O processo de autorregulação se completa aos cinco anos de idade. No entanto, com cerca de 18 meses, a regulação emocional é aprimorada, com a subsequente regulação de comportamento.
“O autocontrole emerge em torno de três ou quatro anos de idade com o desenvolvimento do sistema de atenção, que é relevante para controle voluntário, aumentando o potencial de regulação do comportamento”, escreveram os autores.
Já o temperamento da criança geralmente muda ao longo de seu desenvolvimento. “Portanto, com o desenvolvimento típico da criança, os sistemas reativos iniciais tornam-se cada vez mais regulados na medida em que os sistemas de controle de inibição direcionados ao medo e controle de atenção amadurecem”, disseram.
Porém, ao estudar os 100 bebês prematuros, foi observado que aqueles que precisaram permanecer mais tempo nas UTIs demonstraram indicadores de problemas comportamentais.
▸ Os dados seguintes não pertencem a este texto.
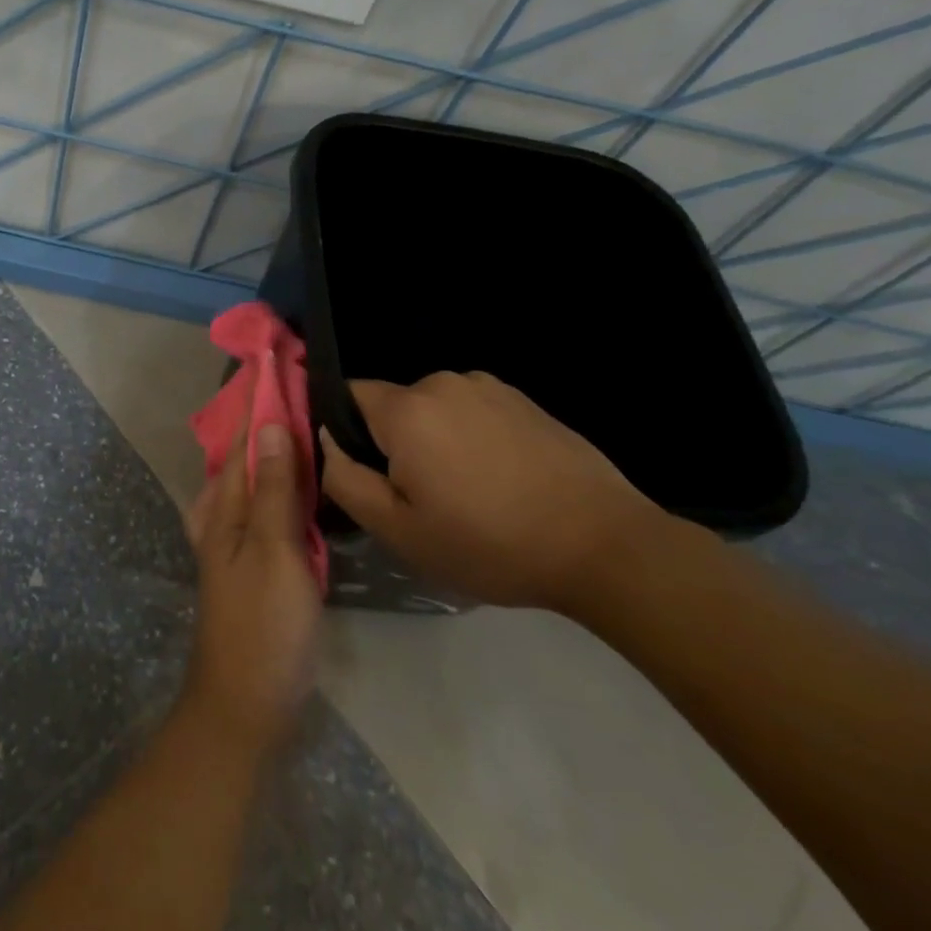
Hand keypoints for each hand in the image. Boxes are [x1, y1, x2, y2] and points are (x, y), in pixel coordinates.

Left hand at [182, 397, 321, 753]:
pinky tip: (300, 482)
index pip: (241, 437)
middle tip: (303, 384)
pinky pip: (263, 508)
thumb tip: (268, 424)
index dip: (259, 400)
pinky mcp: (251, 563)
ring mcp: (233, 541)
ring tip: (306, 418)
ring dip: (273, 448)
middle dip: (266, 418)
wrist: (245, 702)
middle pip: (243, 454)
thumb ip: (271, 489)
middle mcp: (221, 516)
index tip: (279, 360)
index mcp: (222, 506)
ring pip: (251, 479)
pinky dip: (279, 484)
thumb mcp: (273, 551)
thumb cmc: (263, 625)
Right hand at [319, 371, 665, 609]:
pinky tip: (497, 481)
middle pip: (391, 406)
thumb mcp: (398, 530)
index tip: (360, 472)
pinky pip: (472, 412)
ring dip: (432, 440)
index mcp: (406, 410)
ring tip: (462, 492)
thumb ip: (344, 479)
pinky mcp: (525, 401)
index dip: (341, 430)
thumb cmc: (488, 543)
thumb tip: (327, 441)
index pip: (345, 395)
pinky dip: (469, 438)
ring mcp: (490, 388)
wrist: (604, 546)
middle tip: (415, 497)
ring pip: (433, 410)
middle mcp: (443, 383)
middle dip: (390, 442)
“O desenvolvimento envolve o crescimento físico, as habilidades – nas áreas de linguagem, locomoção, motora – e também os aspectos afetivos, sociais e comportamentais. Portanto, da mesma forma que o desenvolvimento motor precisa ser acompanhado, os indicadores do comportamento e traços do temperamento também devem ser”, disse Linhares.